Lucas Gebhart
Sports Editor
This Saturday, the Idaho State cross country team will hold its only home meet of the season and will serve final before the teams send seven runners from each team to the Big Sky Conference Championship meet in Ogden.
Most of the courses are designed on golf courses, but the Idaho State Invitational course begins on campus in an open field off of Alvin Ricken Drive by the RISE complex.
“The whole season for me is a process of how we want to handle the conference and the regional meet,” said head coach Nate Houle. “Every one of these meets is geared towards going to conference and running well there. It’s the polishing coat on the season. One last chance to figure things out.”
The meet is used as a final tune-up for runners who have sealed their place as a top-seven runner and serves as a final opportunity for runners outside the top-seven to prove their worth.
“I want to take it as a showcase,” Houle said. “The biggest race for us is the Big Sky race. I want to use it as a last tune-up for going into that.”

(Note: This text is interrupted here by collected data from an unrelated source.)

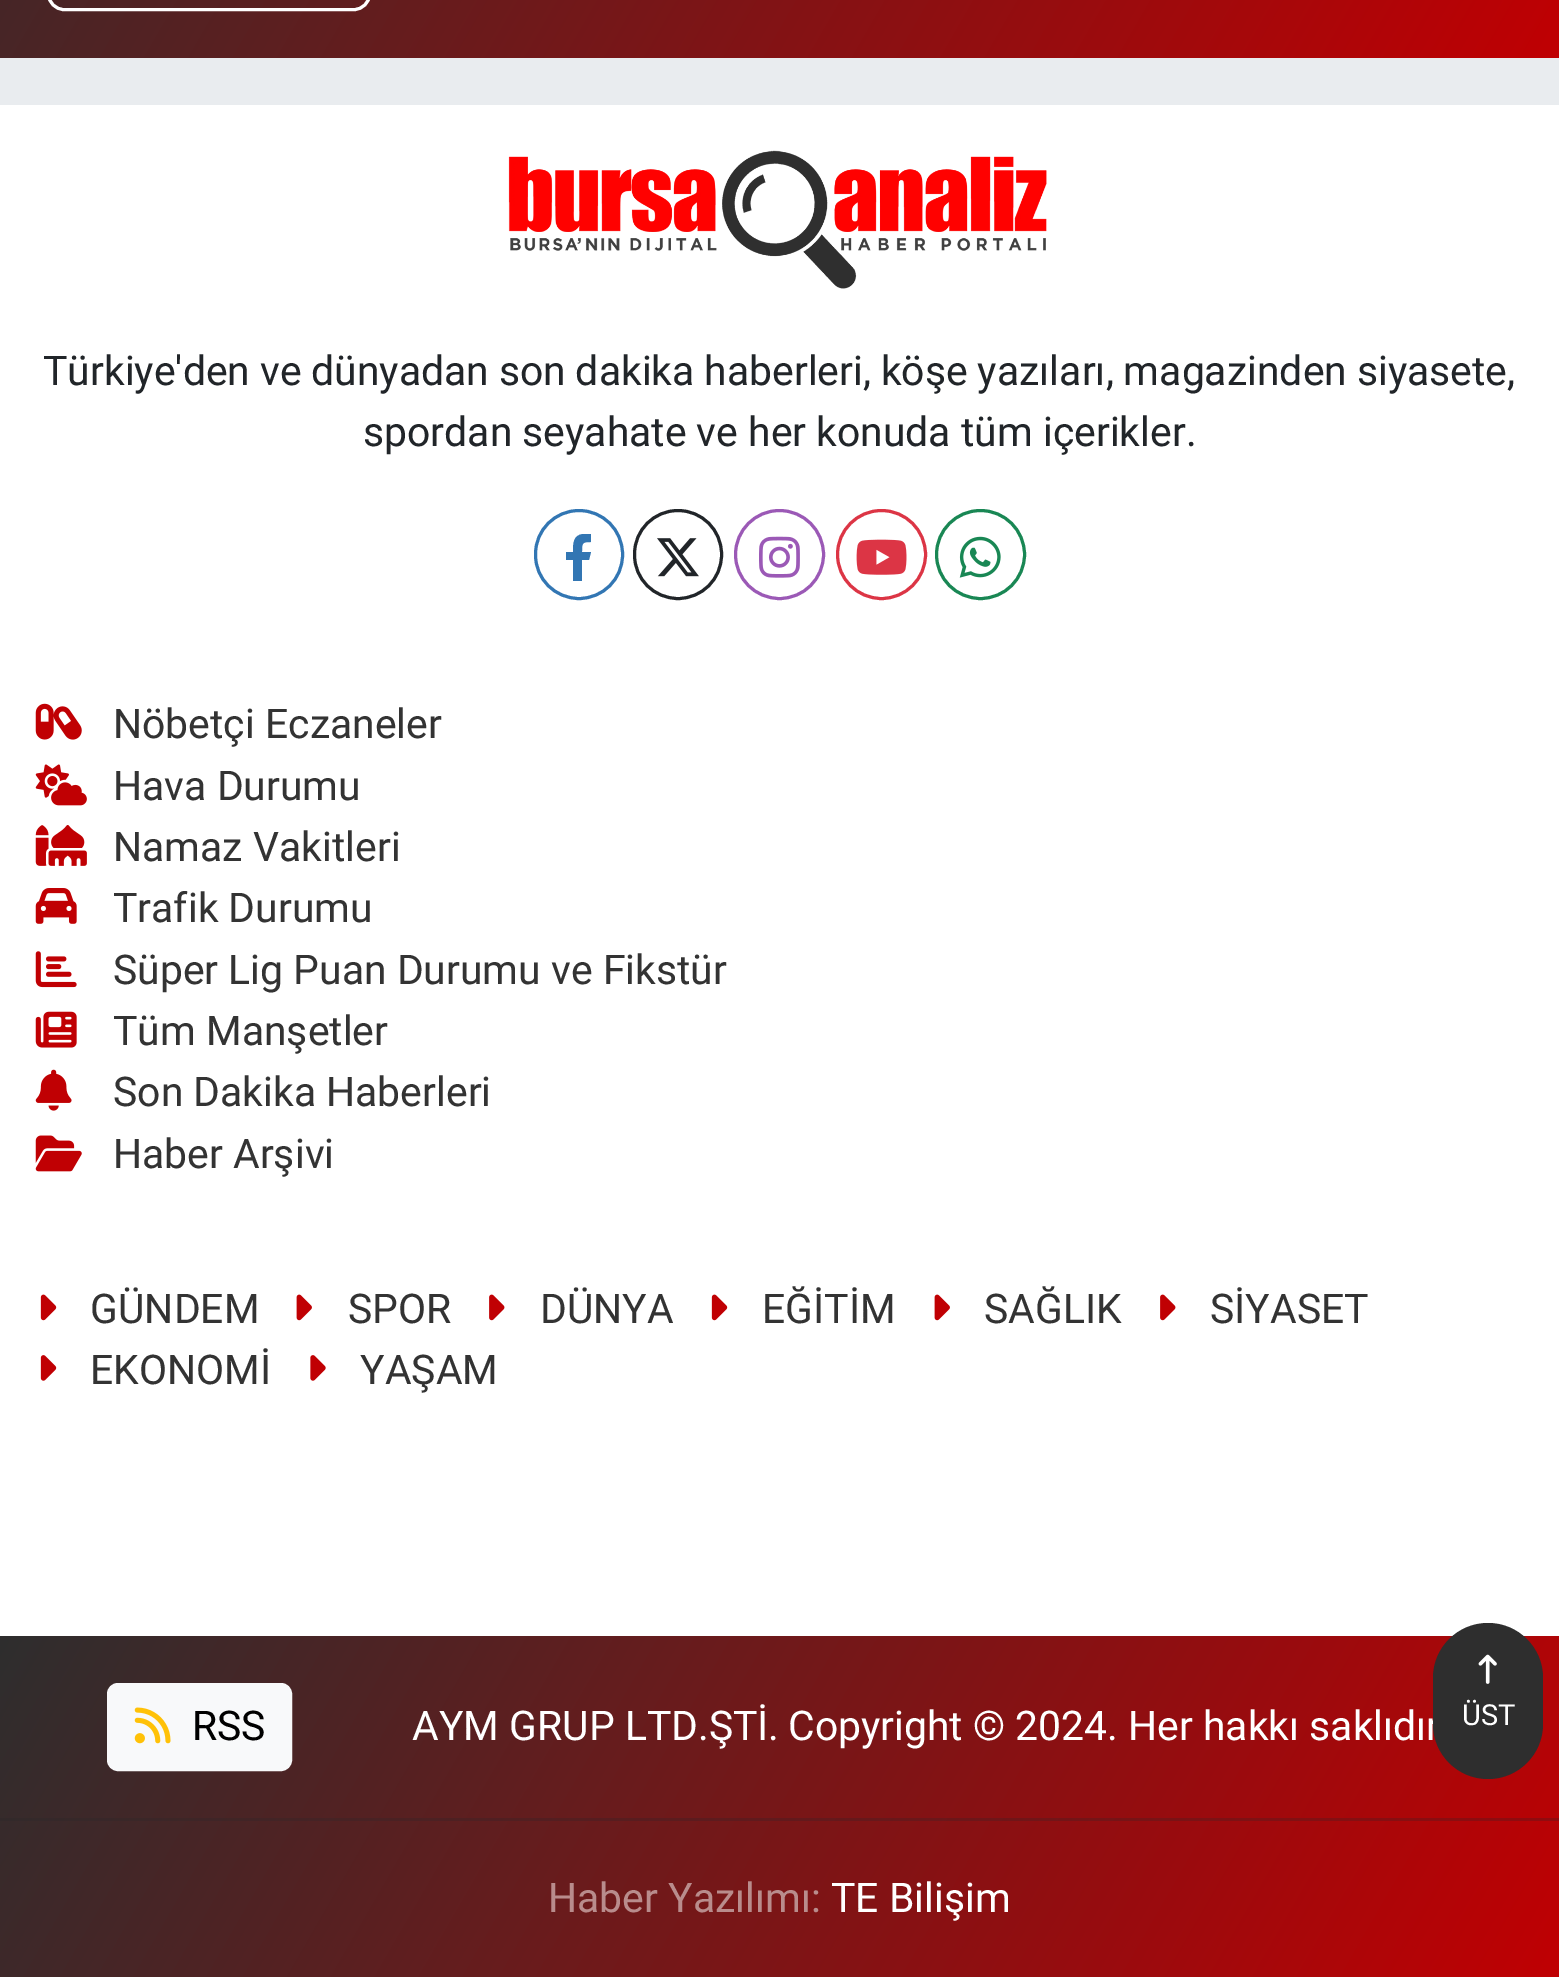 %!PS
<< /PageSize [1559 1977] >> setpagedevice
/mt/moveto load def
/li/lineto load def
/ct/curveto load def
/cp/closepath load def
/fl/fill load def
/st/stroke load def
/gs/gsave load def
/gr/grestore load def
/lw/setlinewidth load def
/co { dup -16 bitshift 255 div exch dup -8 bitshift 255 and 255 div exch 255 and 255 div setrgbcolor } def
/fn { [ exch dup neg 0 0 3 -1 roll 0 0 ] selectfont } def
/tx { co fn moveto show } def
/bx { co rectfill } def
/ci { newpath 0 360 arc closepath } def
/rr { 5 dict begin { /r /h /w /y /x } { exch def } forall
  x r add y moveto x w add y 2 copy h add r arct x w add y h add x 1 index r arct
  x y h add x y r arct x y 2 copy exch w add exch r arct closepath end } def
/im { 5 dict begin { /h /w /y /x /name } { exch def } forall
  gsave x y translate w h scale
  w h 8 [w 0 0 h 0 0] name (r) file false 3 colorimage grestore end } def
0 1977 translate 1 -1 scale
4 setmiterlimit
0 0 1559 1977 16#E9ECEF bx
gs 0 0 mt 1559 0 li 1559 58 li 0 58 li cp clip newpath
<< /ShadingType 2 /ColorSpace /DeviceRGB /Coords [66 -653 1494 172] /Extend [true true] /Function << /FunctionType 2 /Domain [0 1] /C0 [.18 .18 .18] /C1 [.753 0 .012] /N 1 >> >> shfill gr
16#FFFFFF co
3 lw
48.5 -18.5 321 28 15.5 rr st
0 105 1559 1531 16#FFFFFF bx
(media/1.raw) 508 150 539 139 im
16#3276B3 co
535.5 510.5 87 88 43.5 rr st
589 560 mt 591 552 li 582 552 li 582 543 582 542 591 542 ct 591 534 li 583 534 li 573 535 573 544 573 552 ct 566 552 li 566 560 li 573 560 li 573 581 li 582 581 li 582 560 li cp fl
16#212529 co
634.5 510.5 87 88 43.5 rr st
(media/2.raw) 657 538 42 39 im
16#9B59B6 co
779.5 554.5 44 ci st
(media/3.raw) 759 536 41 42 im
16#DC3545 co
881.5 554.5 44 ci st
(media/4.raw) 856 539 51 36 im
16#198754 co
980.5 554.5 44 ci st
(media/5.raw) 959 536 42 42 im
(media/6.raw) 35 703 47 37 im
(media/7.raw) 35 764 52 42 im
(media/8.raw) 35 825 52 41 im
(media/9.raw) 35 888 42 36 im
(media/10.raw) 35 951 42 37 im
(media/11.raw) 35 1011 42 37 im
(media/12.raw) 35 1069 37 42 im
(media/13.raw) 35 1135 47 37 im
(media/14.raw) 40 1294 17 27 im
(media/15.raw) 296 1294 16 27 im
(media/16.raw) 489 1294 16 27 im
(media/14.raw) 711 1294 17 27 im
(media/15.raw) 934 1294 16 27 im
(media/16.raw) 1160 1294 16 27 im
(media/17.raw) 40 1355 17 26 im
(media/18.raw) 310 1355 16 26 im
gs 0 1636 mt 1559 1636 li 1559 1977 li 0 1977 li cp clip newpath
<< /ShadingType 2 /ColorSpace /DeviceRGB /Coords [121 1427 1438 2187] /Extend [true true] /Function << /FunctionType 2 /Domain [0 1] /C0 [.18 .18 .18] /C1 [.753 0 .012] /N 1 >> >> shfill gr
gs 0 1818 mt 1559 1818 li 1559 1821 li 0 1821 li cp clip newpath
<< /ShadingType 2 /ColorSpace /DeviceRGB /Coords [121 1427 1438 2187] /Extend [true true] /Function << /FunctionType 2 /Domain [0 1] /C0 [.169 .173 .176] /C1 [.596 .035 .051] /N 1 >> >> shfill gr
16#F8F9FA co
108.5 1684.5 182 85 9.5 rr gs fl gr
st
(media/19.raw) 134 1707 37 37 im
/Roboto-Regular 40.9 fn
16#212529 co
43 385 mt -.25 0 32 (Türkiye'den ve dünyadan son dakika haberleri, köşe yazıları, magazinden siyasete,) widthshow
(spordan seyahate ve her konuda tüm içerikler.) 363 446 /Roboto-Regular 40.9 16#212529 tx
(Nöbetçi Eczaneler) 113 738 /Roboto-Regular 40.9 16#333333 tx
(Hava Durumu) 113 800 /Roboto-Regular 40.9 16#333333 tx
(Namaz Vakitleri) 113 861 /Roboto-Regular 40.9 16#333333 tx
(Trafik Durumu) 113 922 /Roboto-Regular 40.9 16#333333 tx
(Süper Lig Puan Durumu ve Fikstür) 113 984 /Roboto-Regular 40.9 16#333333 tx
(Tüm Manşetler) 113 1045 /Roboto-Regular 40.9 16#333333 tx
(Son Dakika Haberleri) 113 1106 /Roboto-Regular 40.9 16#333333 tx
(Haber Arşivi) 113 1168 /Roboto-Regular 40.9 16#333333 tx
(GÜNDEM) 90 1323 /Roboto-Regular 40.9 16#333333 tx
(SPOR) 348 1323 /Roboto-Regular 40.9 16#333333 tx
(DÜNYA) 540 1323 /Roboto-Regular 40.9 16#333333 tx
(EĞİTİM) 762 1323 /Roboto-Regular 40.9 16#333333 tx
(SAĞLIK) 984 1323 /Roboto-Regular 40.9 16#333333 tx
(SİYASET) 1210 1323 /Roboto-Regular 40.9 16#333333 tx
(EKONOMİ) 90 1384 /Roboto-Regular 40.9 16#333333 tx
(YAŞAM) 360 1384 /Roboto-Regular 40.9 16#333333 tx
(RSS) 192 1740 /Roboto-Regular 40.9 16#000000 tx
(AYM GRUP LTD.ŞTİ.) 412 1740 /Roboto-Regular 40.9 16#FFFFFF tx
(Copyright © 2024. Her hakkı saklıdır) 788 1740 /Roboto-Regular 40.9 16#FFFFFF tx
(Haber Yazılımı:) 548 1912 /Roboto-Regular 40.9 16#B98C8C tx
(TE Bilişim) 831 1912 /Roboto-Regular 40.9 16#FFFFFF tx
16#2E2E2E co
1433 1623 110 156 55 rr fl
(media/20.raw) 1478 1654 19 30 im
(ÜST) 1462 1725 /Roboto-Regular 29 16#FFFFFF tx
showpage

Although all expect for one of the meets is within a day’s drive of Pocatello, the runners say it is a nice change of pace to finally be at home, but it was exciting to fly to Chicago and run against stiffer competition.
“I’m able to sleep a lot better when I’m at home,” said Joe Simmons. “Everything you could possible need is right there.”
In the Notre Dame Invitational, Jenica Dodge finished second among 203 runners. The women’s team finished fourth behind Northern Iowa, Temple and St. Louis. The men finished sixth out of out of 19 teams.
“I learned that even when you are in a big crowd, you cannot be afraid to be up there,” Dodge said. “That’s the biggest thing I am trying to improve on is being comfortable in those big races.”
The Notre Dame meet is the farthest the team will have to travel this season and served as a learning curve for the men’s team, who got out to a slow start and couldn’t make up the distance that was lost.
“The big thing that the team took from it is we need to make sure we put ourselves in it from the start instead of counting ourselves out,” Simmons said. “We went out too slow and struggled to come back from that throughout the whole race. That is something we are trying to fix.”
Last weekend, the team traveled to Southern Utah, a team that is ranked sixth in the country on the men’s side and receiving votes on the women’s side for the Color Country Invitational. Next week at the conference meet, the team will go up against the nation’s top-ranked teams on the men’s side in Northern Arizona.
Houle said on the Big Sky, “We are the equivalent of a Pac-12 in cross country.”
Last year, Dodge won the Color Country Invitational, but Southern Utah typically doesn’t send their top runners to their home meet.
“It’s just because they have bigger fish to fry then that,” Houle said. “Occasionally they will run their top-dogs, but they won’t run hard. That will take away a little bit of the competitive edge, but it doesn’t matter because they are so good.”
Going into the conference meet however, everybody will be running their top-seven, as a chance at running in the regional and national meet is on the line as well as a conference crown.
“Our goal here at Idaho State is making us known as one of those premiere teams, not only in the Big Sky, but in the whole region,” Houle said.